**AVAILABLE RECORDS:**
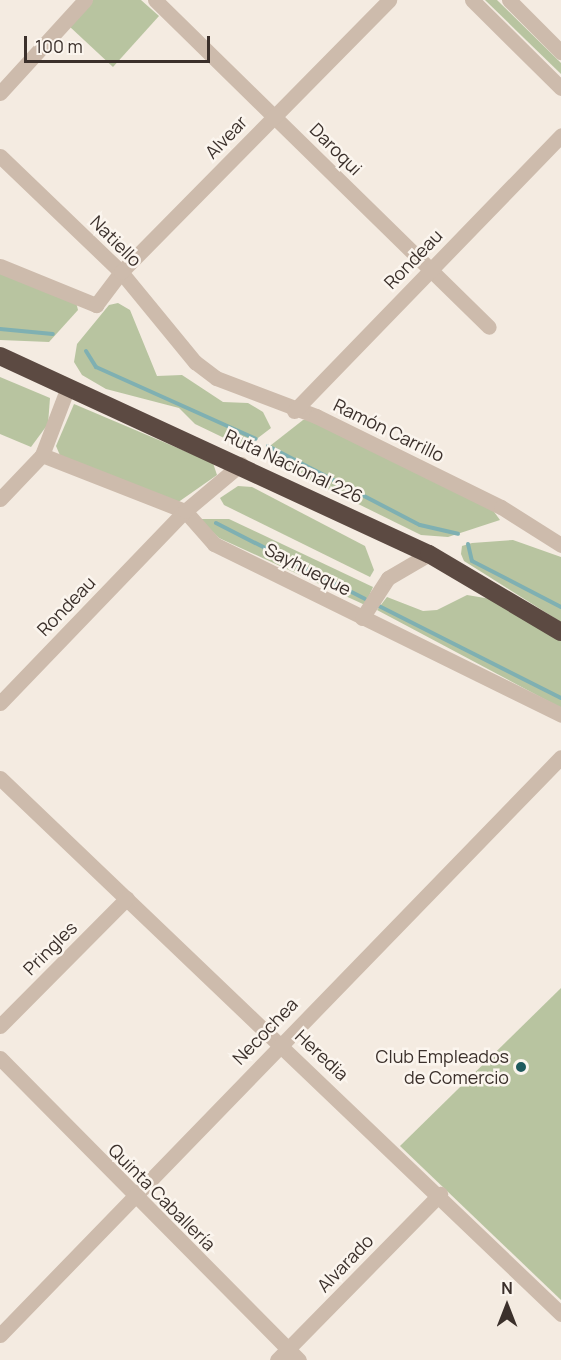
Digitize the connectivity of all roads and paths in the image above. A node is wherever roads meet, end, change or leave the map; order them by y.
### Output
1 (85, 0) edge
2 (155, 0) edge
3 (389, 0) edge
4 (472, 0) edge
5 (509, 0) edge
6 (561, 52) edge
7 (561, 87) edge
8 (0, 93) edge
9 (274, 115) junction
10 (561, 135) edge
11 (0, 156) edge
12 (0, 266) edge
13 (429, 270) junction
14 (122, 272) junction
15 (489, 327) dead end
16 (0, 356) edge
17 (195, 362) joint
18 (68, 387) junction
19 (294, 411) junction
20 (42, 455) junction
21 (241, 464) junction
22 (0, 499) edge
23 (185, 512) junction
24 (561, 545) edge
25 (429, 554) junction
26 (362, 618) junction
27 (561, 632) edge
28 (0, 703) edge
29 (561, 715) edge
30 (561, 758) edge
31 (0, 778) edge
32 (127, 898) junction
33 (0, 1026) edge
34 (280, 1043) junction
35 (0, 1058) edge
36 (440, 1194) junction
37 (135, 1199) junction
38 (561, 1314) edge
39 (0, 1335) edge
40 (288, 1356) edge

1 - 8 street
2 - 9 street, Daroqui
3 - 9 street, Alvear
4 - 7 street
5 - 6 street
9 - 13 street, Daroqui
9 - 14 street, Alvear
10 - 13 street, Rondeau
11 - 14 street, Natiello
12 - 14 street, Alvear
13 - 15 street, Daroqui
13 - 19 street, Rondeau
14 - 17 street, Natiello
16 - 18 highway, Ruta Nacional 226
17 - 19 street, Ramón Carrillo
18 - 20 street
18 - 21 highway, Ruta Nacional 226
19 - 24 street, Ramón Carrillo
20 - 22 street
20 - 23 street, Sayhueque
21 - 23 street, Rondeau
21 - 25 highway, Ruta Nacional 226
23 - 26 street, Sayhueque
23 - 28 street, Rondeau
25 - 26 street
25 - 27 highway, Ruta Nacional 226
26 - 29 street, Sayhueque
30 - 34 street, Necochea
31 - 32 street, Heredia
32 - 33 street, Pringles
32 - 34 street, Heredia
34 - 36 street, Heredia
34 - 37 street, Necochea
35 - 37 street, Quinta Caballería
36 - 38 street, Heredia
36 - 40 street, Alvarado
37 - 39 street, Necochea
37 - 40 street, Quinta Caballería

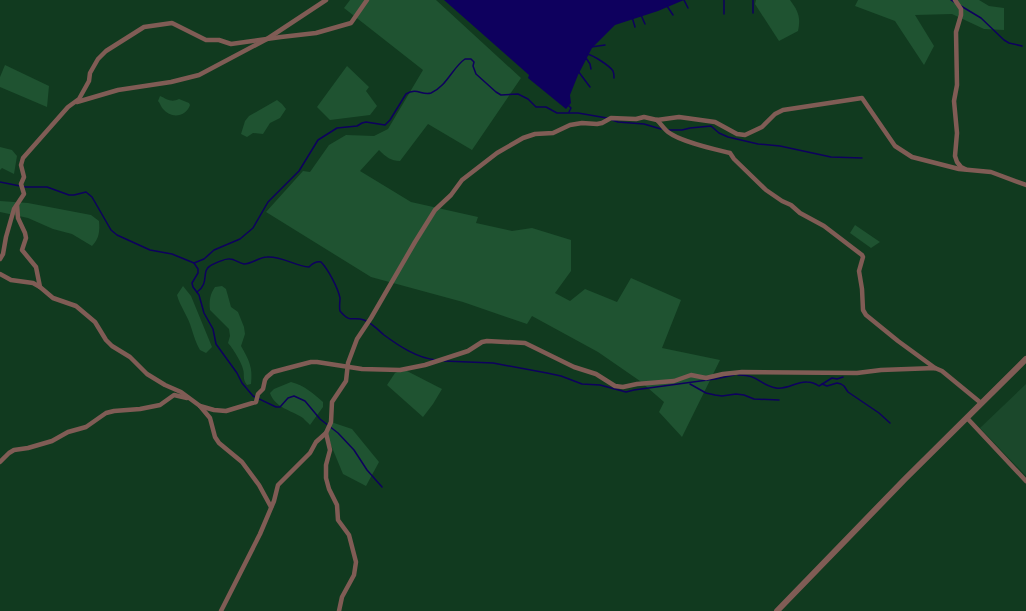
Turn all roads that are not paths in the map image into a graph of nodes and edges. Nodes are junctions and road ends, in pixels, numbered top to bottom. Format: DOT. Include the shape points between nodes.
graph roads {
  1 [pos="326,0"];
  2 [pos="367,0"];
  3 [pos="956,0"];
  4 [pos="267,39"];
  5 [pos="76,102"];
  6 [pos="657,120"];
  7 [pos="966,169"];
  8 [pos="1026,186"];
  9 [pos="17,205"];
  10 [pos="0,259"];
  11 [pos="0,274"];
  12 [pos="40,287"];
  13 [pos="1026,359"];
  14 [pos="348,368"];
  15 [pos="934,368"];
  16 [pos="189,398"];
  17 [pos="981,403"];
  18 [pos="200,406"];
  19 [pos="967,418"];
  20 [pos="326,434"];
  21 [pos="0,462"];
  22 [pos="1026,481"];
  23 [pos="271,507"];
  24 [pos="221,611"];
  25 [pos="339,611"];
  26 [pos="777,611"];
  1 -- 4 [label="street"];
  2 -- 4 [label="street" via="351,23 316,33"];
  3 -- 7 [label="street" via="962,9 956,32 955,156 961,167"];
  4 -- 5 [label="street" via="199,75 118,90"];
  4 -- 5 [label="street" via="231,44 219,40 206,40 172,23 149,26 106,51 98,59 89,81"];
  5 -- 9 [label="street" via="68,107 23,158 24,178 21,184 24,194"];
  6 -- 7 [label="street" via="679,117 716,122 737,134 745,135 762,127 783,110 862,98 895,146 912,157"];
  6 -- 14 [label="street" via="611,118 602,123 582,122 554,133 535,134 497,153 462,180 436,210 415,242 372,318 357,338"];
  6 -- 15 [label="street" via="671,134 730,153 766,190 824,226 862,255 858,272 863,310 866,315"];
  7 -- 8 [label="street" via="991,172"];
  9 -- 10 [label="street"];
  9 -- 12 [label="street" via="18,218 26,238 22,250 36,267"];
  11 -- 12 [label="street" via="11,280 33,282"];
  12 -- 16 [label="street" via="50,296 76,306 95,322 112,346 130,357 164,386"];
  13 -- 17 [label="street"];
  14 -- 15 [label="street" via="400,370 468,351 487,341 525,343 622,387 674,381 691,375 706,378 742,372 857,373"];
  14 -- 18 [label="street" via="311,362 273,372 265,380 256,402 226,411"];
  14 -- 20 [label="street" via="346,380 332,402 331,422"];
  15 -- 17 [label="street" via="942,371"];
  16 -- 18 [label="street"];
  16 -- 21 [label="street" via="174,395 160,405 114,410 86,427 68,432 52,441 14,450"];
  17 -- 19 [label="street"];
  18 -- 23 [label="street" via="210,418 219,443 242,462"];
  19 -- 22 [label="street"];
  19 -- 26 [label="street"];
  20 -- 23 [label="street" via="278,485"];
  20 -- 25 [label="street" via="330,450 326,478 337,505 338,520 349,535 356,562 354,575 342,597"];
  23 -- 24 [label="street"];
}
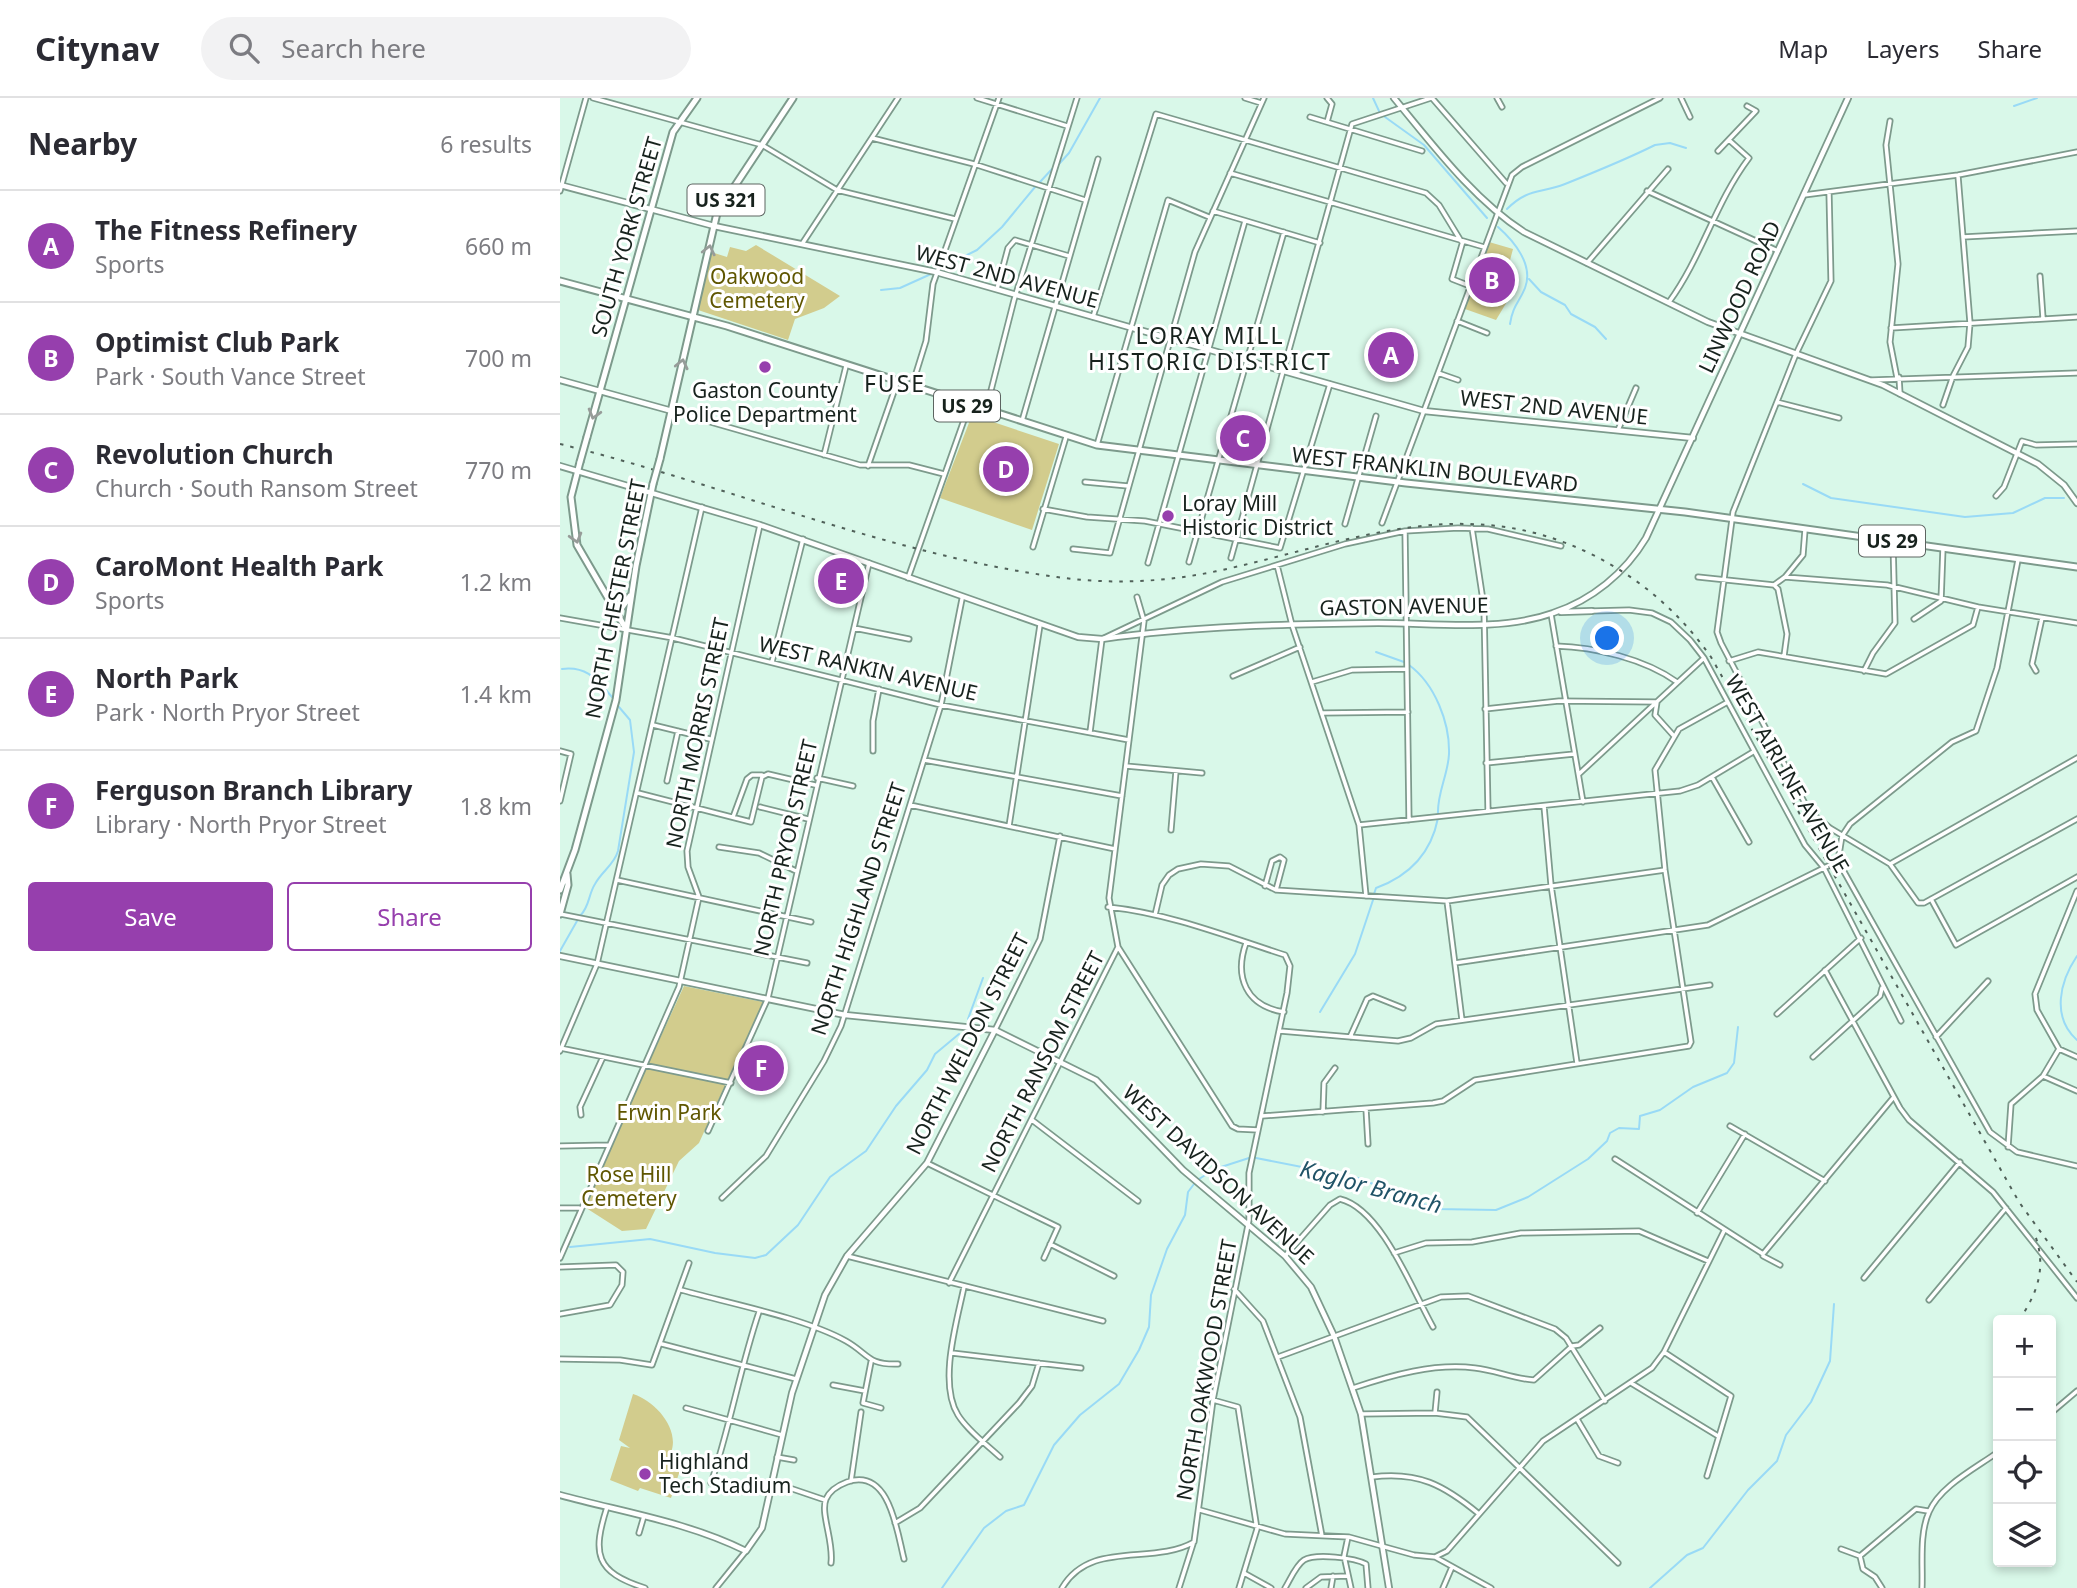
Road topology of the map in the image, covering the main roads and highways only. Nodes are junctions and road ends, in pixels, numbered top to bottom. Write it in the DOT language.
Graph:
graph roads {
  1 [pos="697,98"];
  2 [pos="793,98"];
  3 [pos="560,281"];
  4 [pos="627,299"];
  5 [pos="693,317"];
  6 [pos="2077,567"];
  7 [pos="632,590"];
  8 [pos="610,601"];
  9 [pos="626,629"];
  10 [pos="567,874"];
  11 [pos="560,890"];
  12 [pos="560,914"];
  1 -- 4 [label="main road, SOUTH YORK STREET / US 321"];
  5 -- 2 [label="main road, US 321, one-way"];
  3 -- 4 [label="main road, WEST FRANKLIN BOULEVARD / US 29"];
  4 -- 5 [label="main road, WEST FRANKLIN BOULEVARD / US 29"];
  4 -- 8 [label="main road, SOUTH YORK STREET / US 321, one-way, bridge"];
  5 -- 6 [label="main road, WEST FRANKLIN BOULEVARD / US 29"];
  7 -- 5 [label="main road, NORTH CHESTER STREET / US 321, one-way, bridge"];
  7 -- 8 [label="main road"];
  7 -- 9 [label="main road, NORTH CHESTER STREET / US 321"];
  8 -- 9 [label="main road, US 321"];
  9 -- 10 [label="main road, NORTH CHESTER STREET / US 321"];
  10 -- 11 [label="main road, NORTH CHESTER STREET / US 321"];
  10 -- 12 [label="main road, NORTH CHESTER STREET / US 321"];
}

**TASK PROMPT:**
In the entries above, how many lines contain the string "paths"? Say only the number.

**RESPONSE:**
2